Okay.  Some years after struggling and troublesome with eating greenstuffs, I was involved with this collegiate sphere.  For those of you who don’t know, its just bunch of buildings and people with books in their arms walking really fast and eat this thing called pizza which is really just a flat dough which spread out from a center point with hams and cheese on top.  I was sucking onto a few ideas and bought a sweater with text embroided, so I felt like I had shit-to-share. Entitlement.  Confidence.  Know-it-all.  I was waving around my “Capitalism is Bad and Art is the Supreme Way of Life” flag.  Yes, a lot of those didactic sounding sentences stored up in my half-assed American ideology.  Slurp slurp.  I was down with the institution of learning because I didn’t have a clue what it was feeding me.  For whatever reason I began to be more self-aware; the more I questioned the more I realized whatever is feeding me it is also holding me hostage.  So I decided to leave. Cut the umbilical to the city where I grew up, packed up my duffle bag, printed out my electronic ticket then I was in a farawayland.  Slurp slurrrp.  When I got there I was alone, but never lonely.  I was with melancholy.  I had to wake up next to myself everyday.  Unwanting to go down the land of pure dread, I had to be the one cheering myself on.  Clapping, blowing balloons, organizing BBQ and other types of parties.  But you know how it goes, it became exhausted.  When Man-Child wanted to go all boatshipyachting, I had doubts.  It was lunacy!  To a yacht?  One with a pool?!  He has to be delusional!  But since my name is Child-Sprout, how can I not be supportive.  It is not my place to be cynical, right? Slurp slurp.
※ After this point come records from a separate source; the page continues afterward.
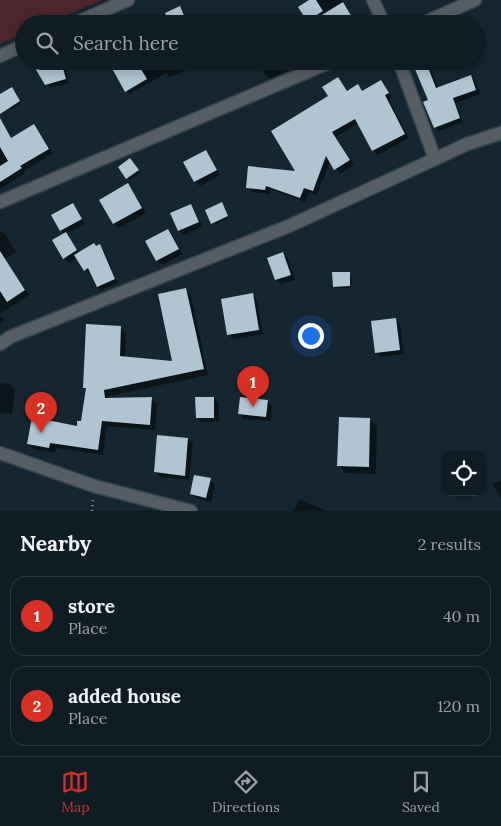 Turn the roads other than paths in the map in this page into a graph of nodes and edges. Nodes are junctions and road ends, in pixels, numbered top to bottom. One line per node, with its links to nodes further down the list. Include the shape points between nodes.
1 (128, 0): 4 (street)
2 (373, 0): 5 (street)
3 (475, 0): 6 (street)
4 (94, 15)
5 (380, 15)
6 (441, 15)
7 (15, 49): 8 (street)
8 (0, 56)
9 (312, 70): 13 (street)
10 (402, 70): 12 (street)
11 (501, 133): 12 (street)
12 (435, 159): 14 (street, via 289,226 10,337)
13 (0, 202)
14 (0, 344)
15 (0, 453): 16 (street, via 94,486)
16 (191, 511) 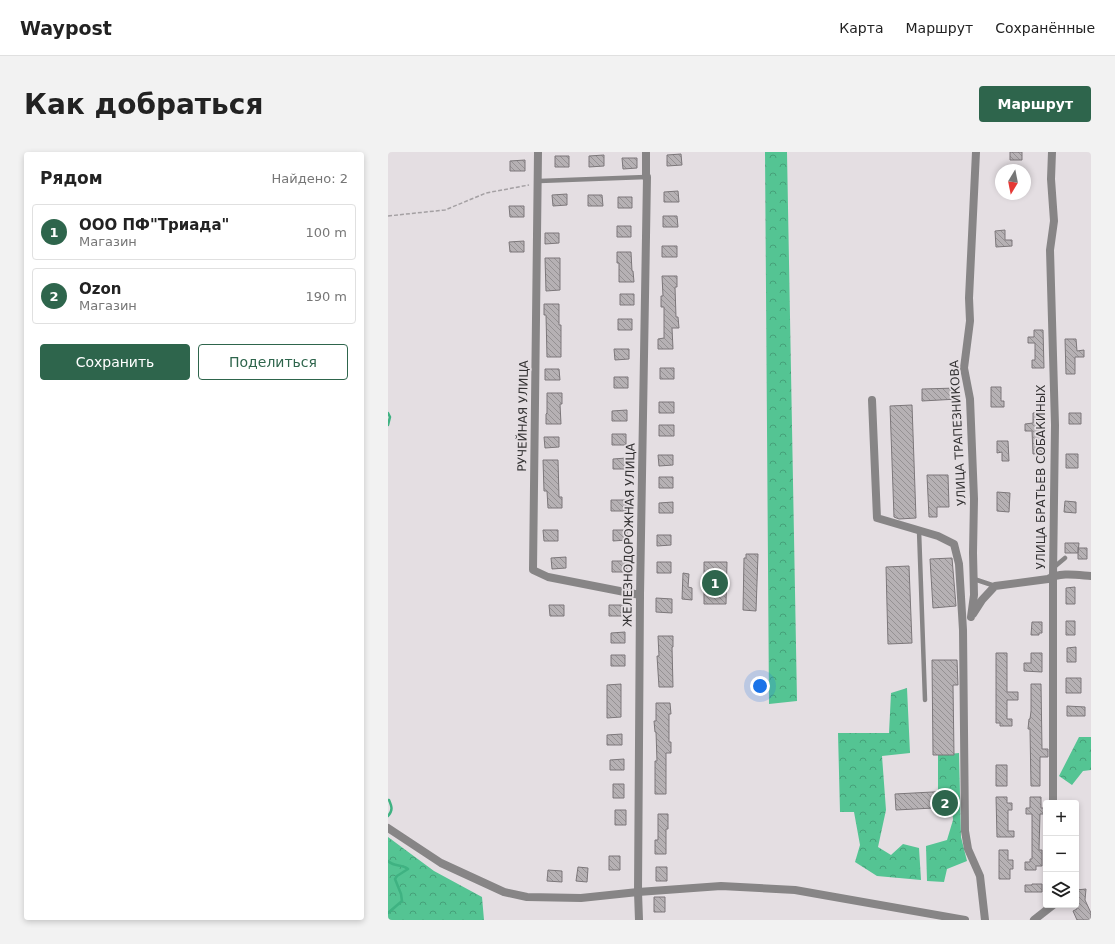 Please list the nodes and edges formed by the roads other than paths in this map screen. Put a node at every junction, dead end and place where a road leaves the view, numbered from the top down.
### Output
1 (538, 152) edge
2 (646, 152) edge
3 (976, 152) edge
4 (1052, 152) edge
5 (646, 177) junction
6 (538, 181) junction
7 (872, 400) dead end
8 (919, 530) junction
9 (1065, 558) dead end
10 (1053, 572) junction
11 (1091, 576) edge
12 (974, 579) junction
13 (995, 586) junction
14 (640, 595) junction
15 (971, 617) junction
16 (963, 630) junction
17 (925, 700) dead end
18 (1053, 800) edge
19 (388, 828) edge
20 (638, 892) junction
21 (1049, 908) edge
22 (639, 920) edge
23 (965, 920) edge
24 (985, 920) edge
25 (1034, 920) edge

1 - 6 street, РУЧЕЙНАЯ УЛИЦА
2 - 5 street, ЖЕЛЕЗНОДОРОЖНАЯ УЛИЦА
3 - 12 street, УЛИЦА ТРАПЕЗНИКОВА
4 - 10 street, УЛИЦА БРАТЬЕВ СОБАКИНЫХ
5 - 6 lane
5 - 14 street, ЖЕЛЕЗНОДОРОЖНАЯ УЛИЦА
6 - 14 street, РУЧЕЙНАЯ УЛИЦА
7 - 8 street
8 - 16 street
8 - 17 lane
9 - 10 lane
10 - 11 street
10 - 13 street
10 - 18 street, УЛИЦА БРАТЬЕВ СОБАКИНЫХ
12 - 13 lane
12 - 15 street, УЛИЦА ТРАПЕЗНИКОВА
13 - 15 street
14 - 20 street, ЖЕЛЕЗНОДОРОЖНАЯ УЛИЦА
15 - 16 street
16 - 24 street
19 - 20 street
20 - 22 street, ЖЕЛЕЗНОДОРОЖНАЯ УЛИЦА
20 - 23 street
21 - 25 street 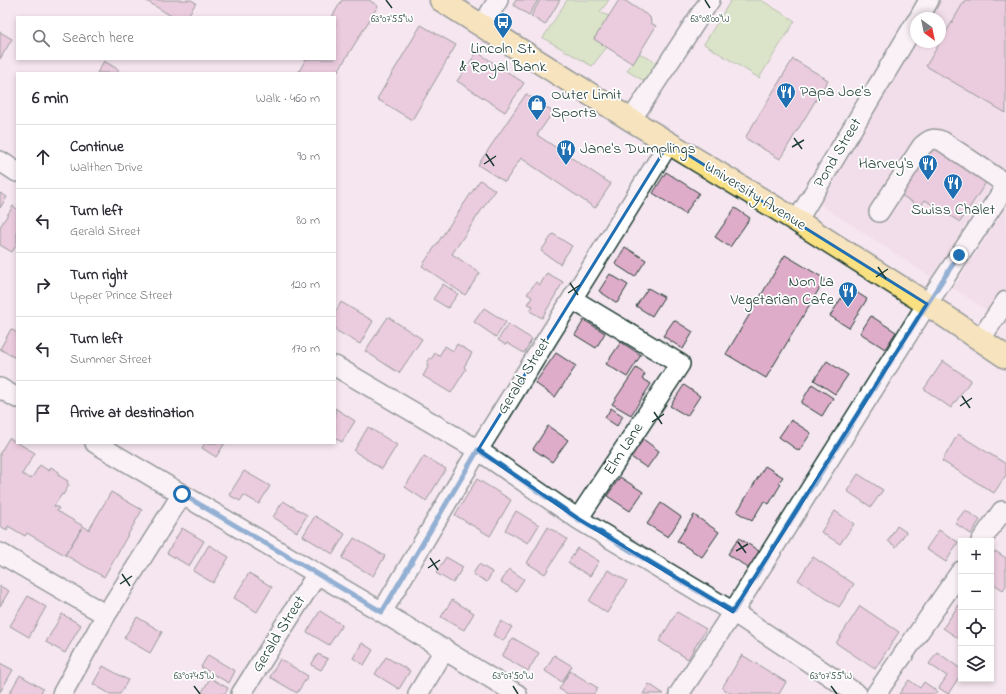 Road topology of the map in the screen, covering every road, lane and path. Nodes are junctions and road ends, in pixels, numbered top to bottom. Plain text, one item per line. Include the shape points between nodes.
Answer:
1 (441, 0) edge
2 (498, 0) edge
3 (710, 0) edge
4 (929, 0) edge
5 (922, 12) edge
6 (482, 26) junction
7 (910, 32) edge
8 (631, 120) junction
9 (668, 143) junction
10 (0, 161) edge
11 (16, 171) edge
12 (1006, 185) edge
13 (879, 212) dead end
14 (797, 221) junction
15 (572, 299) junction
16 (1006, 301) edge
17 (927, 304) junction
18 (980, 340) junction
19 (1006, 357) edge
20 (336, 367) edge
21 (0, 388) edge
22 (16, 397) edge
23 (97, 444) edge
24 (478, 450) junction
25 (182, 494) junction
26 (1002, 511) dead end
27 (578, 519) junction
28 (983, 538) edge
29 (0, 553) edge
30 (317, 574) junction
31 (958, 574) edge
32 (382, 612) junction
33 (733, 612) junction
34 (106, 615) junction
35 (445, 649) junction
36 (62, 694) edge
37 (241, 694) edge
38 (418, 694) edge
39 (517, 694) edge
40 (679, 694) edge
41 (857, 694) edge
42 (876, 694) edge

1 - 6 main road, University Avenue
2 - 6 street
3 - 8 street
4 - 5 street
6 - 8 main road, University Avenue
7 - 14 street, Pond Street
8 - 9 main road, University Avenue
9 - 14 main road, University Avenue
9 - 15 street, Gerald Street
10 - 11 street
12 - 13 street via 942,141 930,140 922,146
12 - 17 street
14 - 17 main road, University Avenue
15 - 24 street, Gerald Street
15 - 27 street, Elm Lane via 680,364
16 - 18 street
17 - 18 main road, University Avenue
17 - 33 street
18 - 19 main road, University Avenue
20 - 24 street
21 - 22 street
23 - 25 street
24 - 27 street
24 - 32 street, Gerald Street
25 - 30 street
25 - 34 street
26 - 28 street
27 - 33 street
29 - 34 street
30 - 32 street
30 - 37 street, Gerald Street
31 - 42 street
32 - 35 street
33 - 40 street
33 - 41 street
34 - 36 street
35 - 38 street
35 - 39 street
Nurse wiped his mouth carefully.  Good boy, c’mon, keep talking. 
 
I wanted to be a good inner neighbor you know.  But he is such an idiot sometimes it become really hard on me.  Anyway, enough bitching.  Slurp slurrrrp.  Since I was his only audience, I have to play along, even though sometimes he asks me to do stuff I don’t feel comfort about…

All the sudden Man-Child walks over and devours Child-Sprout in a few gulps. 

Ewww, the Nurse comments, how could you?  He was telling me something that’s very important!  Besides, that’s narcissistic cannibalism!
He was getting fat.  Man you are hot, says Man-Child while wiping his mouth with his sleeves, wanna-make-out.
Okay.
Good.  It wasn’t a question.
Woo, you are manly.  I like that.

That’s real love right there. Yes, embarrassingly, boatshipyacht is a like a loveboat.  But it is like nothing you have ever seen.  Sure, one can make many references to famous nautical vessels in past literature and history, but don’t say convicted criminal…don’t say Australia… don’t say Noah…don't say Argo...don’t say sinking of 1912…but say “is what”!  Say it loud and say it proud.  That is a good starting point to arouse many voices within oneself: the disfranchised, the immature, the power-hungry, the undecided, the in-between, the swimmer in the dark, the one who points, and the one who hugs (like a blanket).  Let them come out, provide some building material, some hammers and scissors, stencils and eye goggles, tapes and house paint, few selection of door knobs and light fixtures, lunch break and hot shower, who knows what kind of dwelling they can build.  Dwelling for the mind, that is.